Na, woran erinnert Euch diese Ingwerwurzel?
Gerade habe ich mal wieder Sirup gemacht, und dabei ist mir dieses außergewöhnliche Stück in die Hände gefallen.

Ingwer hat ja bekanntlich viele verschiedene Heilwirkungen auf unseren Körper: Er hilft bei Übelkeit und Verdauungsbeschwerden, kurbelt den Stoffwechsel an und wärmt den Körper durch seine Schärfe von innen. Im Winter oder bei Erkältungen ist diese Wärme wohlig, im Sommer hat sie eine anregende Wirkung auf die Schweißbildung, wodurch der Körper erfrischt wird. Eine tolle Knolle!

Ingwerpflanze
Ingwerpflanze (© Nina Dittmann)

Wir trinken gern und oft Ingwerschorle, auch wenn wir nicht krank sind und auch wenn Gingerale als Modegetränk schon lange nicht mehr so gefragt ist. Wir mögen einfach den Geschmack, gerade in Kombination mit asiatischen Gerichten.
In Abständen koche ich daher einige Fläschchen Sirup auf Vorrat, die im Keller - dunkel und kühl gelagert - Monate haltbar sind.

Für einen Liter Sirup nehme ich:

  • 400 Gramm Ingwer
  • 350 ml Leitungswasser
  • 500 Gramm braunen Rohrzucker
  • 400 ml frisch gepressten Zitronensaft

Den Ingwer schälen (sofern keine eigene Ernte oder Bio-Qualität) und in Scheiben schneiden. Zusammen mit dem Wasser, dem Zucker und dem Zitronensaft aufkochen. Wer mag, kann den Sud nach Geschmack zum Beispiel noch mit Nelken oder geriebenen Orangenschalen verfeinern.
Die Mischung abgedeckt im Topf mindestens drei Stunden ziehen lassen. Anschließend durch ein Sieb gießen und nochmals kurz aufkochen. Wie auch im Artikel „Muttersaft und Sirup“ beschrieben, fülle ich den Sirup sofort in heiß ausgespülte kleine Twist-off-Flaschen ab und verschließe sie dicht. Dadurch wird der Inhalt dauerhaft haltbar. Wir nehmen meist 200-ml-Fläschchen, da der Sirup sehr süß und ergiebig ist und ein bedeckter Glasboden, aufgefüllt mit Mineralwasser, absolut ausreichend ist.
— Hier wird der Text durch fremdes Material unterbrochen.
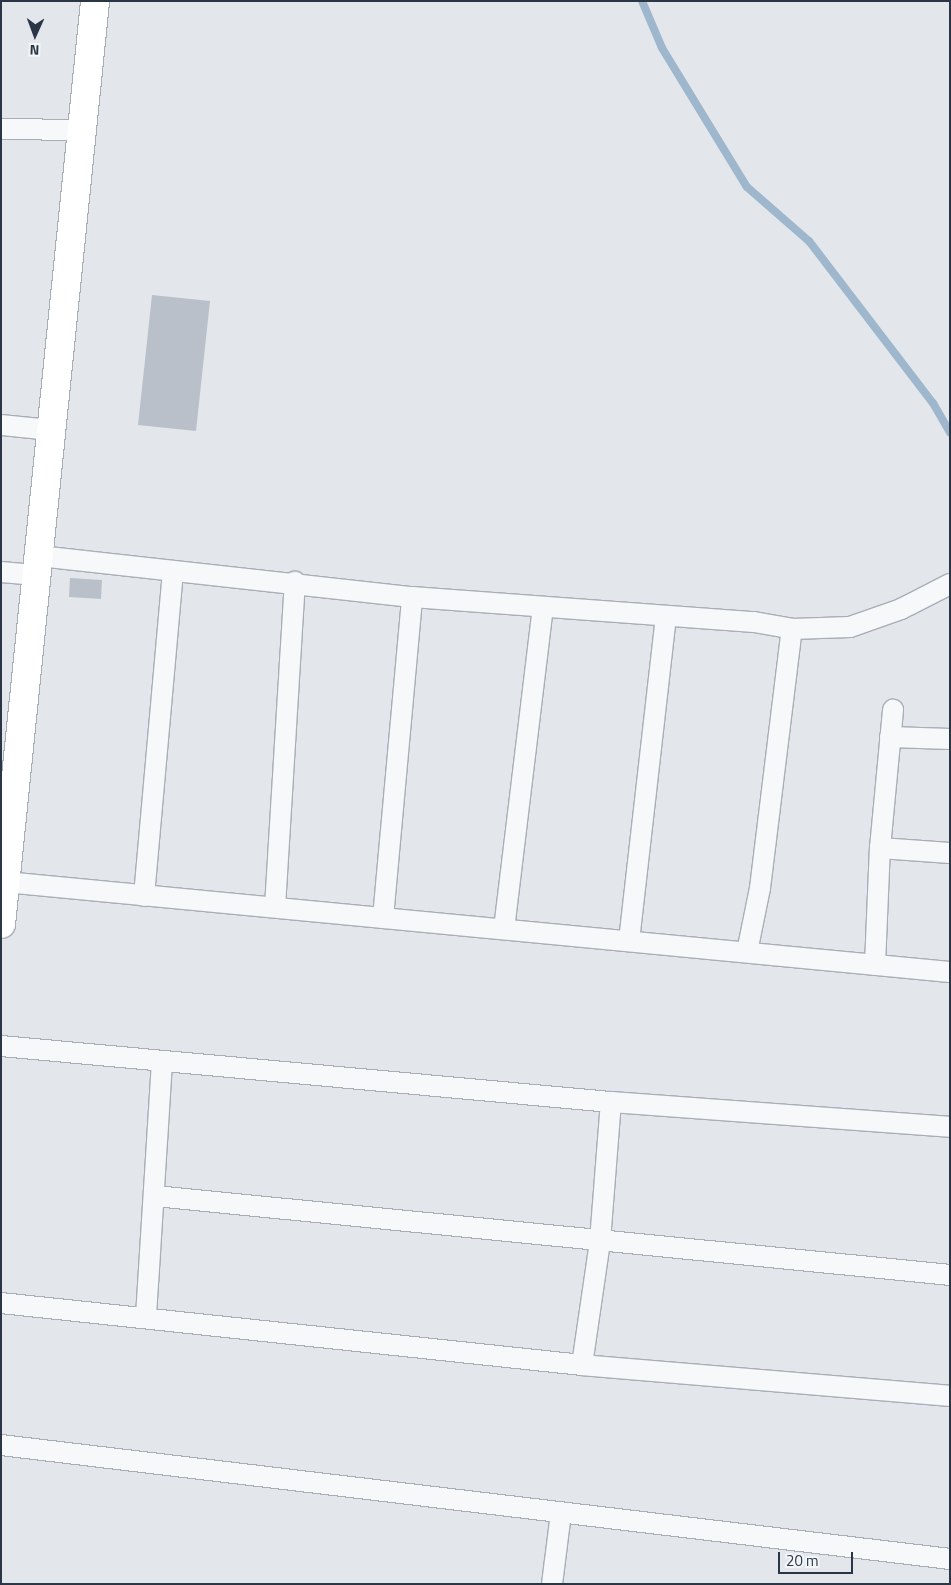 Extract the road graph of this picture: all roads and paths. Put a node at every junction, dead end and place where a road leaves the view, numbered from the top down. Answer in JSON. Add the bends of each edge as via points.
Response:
{"nodes":[{"id":1,"x":95,"y":1,"type":"edge"},
{"id":2,"x":1,"y":128,"type":"edge"},
{"id":3,"x":82,"y":130,"type":"junction"},
{"id":4,"x":1,"y":425,"type":"edge"},
{"id":5,"x":51,"y":430,"type":"junction"},
{"id":6,"x":38,"y":566,"type":"junction"},
{"id":7,"x":1,"y":572,"type":"edge"},
{"id":8,"x":173,"y":572,"type":"junction"},
{"id":9,"x":295,"y":582,"type":"junction"},
{"id":10,"x":950,"y":584,"type":"edge"},
{"id":11,"x":412,"y":597,"type":"junction"},
{"id":12,"x":544,"y":607,"type":"junction"},
{"id":13,"x":666,"y":618,"type":"junction"},
{"id":14,"x":792,"y":629,"type":"junction"},
{"id":15,"x":892,"y":710,"type":"dead end"},
{"id":16,"x":890,"y":737,"type":"junction"},
{"id":17,"x":950,"y":739,"type":"edge"},
{"id":18,"x":880,"y":848,"type":"junction"},
{"id":19,"x":950,"y":853,"type":"edge"},
{"id":20,"x":6,"y":882,"type":"junction"},
{"id":21,"x":144,"y":896,"type":"junction"},
{"id":22,"x":275,"y":907,"type":"junction"},
{"id":23,"x":383,"y":918,"type":"junction"},
{"id":24,"x":1,"y":924,"type":"edge"},
{"id":25,"x":504,"y":929,"type":"junction"},
{"id":26,"x":629,"y":941,"type":"junction"},
{"id":27,"x":747,"y":952,"type":"junction"},
{"id":28,"x":875,"y":965,"type":"junction"},
{"id":29,"x":950,"y":972,"type":"edge"},
{"id":30,"x":1,"y":1046,"type":"edge"},
{"id":31,"x":162,"y":1063,"type":"junction"},
{"id":32,"x":611,"y":1102,"type":"junction"},
{"id":33,"x":950,"y":1127,"type":"edge"},
{"id":34,"x":155,"y":1196,"type":"junction"},
{"id":35,"x":600,"y":1241,"type":"junction"},
{"id":36,"x":950,"y":1275,"type":"edge"},
{"id":37,"x":1,"y":1303,"type":"edge"},
{"id":38,"x":146,"y":1316,"type":"junction"},
{"id":39,"x":582,"y":1364,"type":"junction"},
{"id":40,"x":950,"y":1396,"type":"edge"},
{"id":41,"x":1,"y":1445,"type":"edge"},
{"id":42,"x":561,"y":1513,"type":"junction"},
{"id":43,"x":950,"y":1560,"type":"edge"},
{"id":44,"x":552,"y":1584,"type":"edge"}],
"edges":[{"from":1,"to":3,"type":"street"},
{"from":2,"to":3,"type":"street"},
{"from":3,"to":5,"type":"street"},
{"from":4,"to":5,"type":"street"},
{"from":5,"to":6,"type":"street"},
{"from":6,"to":7,"type":"street"},
{"from":6,"to":8,"type":"street"},
{"from":6,"to":20,"type":"street"},
{"from":8,"to":9,"type":"street"},
{"from":8,"to":21,"type":"street"},
{"from":9,"to":11,"type":"street"},
{"from":9,"to":22,"type":"street"},
{"from":10,"to":14,"type":"street","via":[[901,609],[850,626]]},
{"from":11,"to":12,"type":"street"},
{"from":11,"to":23,"type":"street"},
{"from":12,"to":13,"type":"street"},
{"from":12,"to":25,"type":"street"},
{"from":13,"to":14,"type":"street","via":[[754,622]]},
{"from":13,"to":26,"type":"street"},
{"from":14,"to":27,"type":"street","via":[[760,888]]},
{"from":15,"to":16,"type":"street"},
{"from":16,"to":17,"type":"street"},
{"from":16,"to":18,"type":"street"},
{"from":18,"to":19,"type":"street"},
{"from":18,"to":28,"type":"street"},
{"from":20,"to":21,"type":"street"},
{"from":20,"to":24,"type":"street"},
{"from":21,"to":22,"type":"street"},
{"from":22,"to":23,"type":"street"},
{"from":23,"to":25,"type":"street"},
{"from":25,"to":26,"type":"street"},
{"from":26,"to":27,"type":"street"},
{"from":27,"to":28,"type":"street"},
{"from":28,"to":29,"type":"street"},
{"from":30,"to":31,"type":"street"},
{"from":31,"to":32,"type":"street"},
{"from":31,"to":34,"type":"street"},
{"from":32,"to":33,"type":"street"},
{"from":32,"to":35,"type":"street"},
{"from":34,"to":35,"type":"street"},
{"from":34,"to":38,"type":"street"},
{"from":35,"to":36,"type":"street"},
{"from":35,"to":39,"type":"street"},
{"from":37,"to":38,"type":"street"},
{"from":38,"to":39,"type":"street"},
{"from":39,"to":40,"type":"street"},
{"from":41,"to":42,"type":"street"},
{"from":42,"to":43,"type":"street"},
{"from":42,"to":44,"type":"street"}]}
Ingwer kann man übrigens auch sehr gut selbst kultivieren. Es reicht, eine frische, gekaufte Knolle hell und trocken vorkeimen zu lassen und dann in einen Blumentopf zu setzen. Alternativ kann man auch ein Stück mit Keimansatz aus der Wurzel herausschneiden und mit der Schnittfläche nach unten direkt einpflanzen. Ein kleines Stück Ingwer lässt man herausstehen. Die beste Zeit für eine Pflanzung ist das Frühjahr, da die tropische Pflanze naturgemäß wärmeliebend ist. Trotzdem braucht sie (abgesehen von ausreichend hohen Temperaturen) nicht viel zum Gedeihen: Mäßig feucht gehalten, wachsen aus dem Wurzelstock schon recht bald dicke Stängel mit langen Blättern, so dass die Pflanze Ähnlichkeit mit Schilf hat. Und sie blüht sogar, wenn auch für mich etwas unspektakulär.

In den Tropen und Subtropen, wo Ingwer auf Plantagen für den Weltmarkt angebaut wird, hat die Pflanze eine Höhe von 50 bis 150 cm. Bei uns bleibt sie regelmäßig kleiner, wahrscheinlich weil Temperatur und Luftfeuchtigkeit nicht hoch genug sind. Wir haben die Töpfe im unbeheizten Wintergarten. Frost vertragen die Pflanzen nicht, ebenso wenig wie Staunässe. Eine Düngung ist nicht erforderlich.

Die Wurzel wächst horizontal und verzweigt sich. Je mehr Verzweigungen sich gebildet haben, desto älter ist die Wurzel.

Nach einigen Monaten, wenn sich die Blätter wie bei Zwiebel- und Knoblauchgewächsen gelb färben und langsam eintrocknen, kann geerntet werden. Dazu schneidet oder bricht man einfach ein Stück der Wurzel ab. Der Rest kann im Herbst hell und warm und ohne Gießen überwintern.
PS: Der Ingwer auf der Startseite sieht doch original aus wie ein Damenstiefel, oder?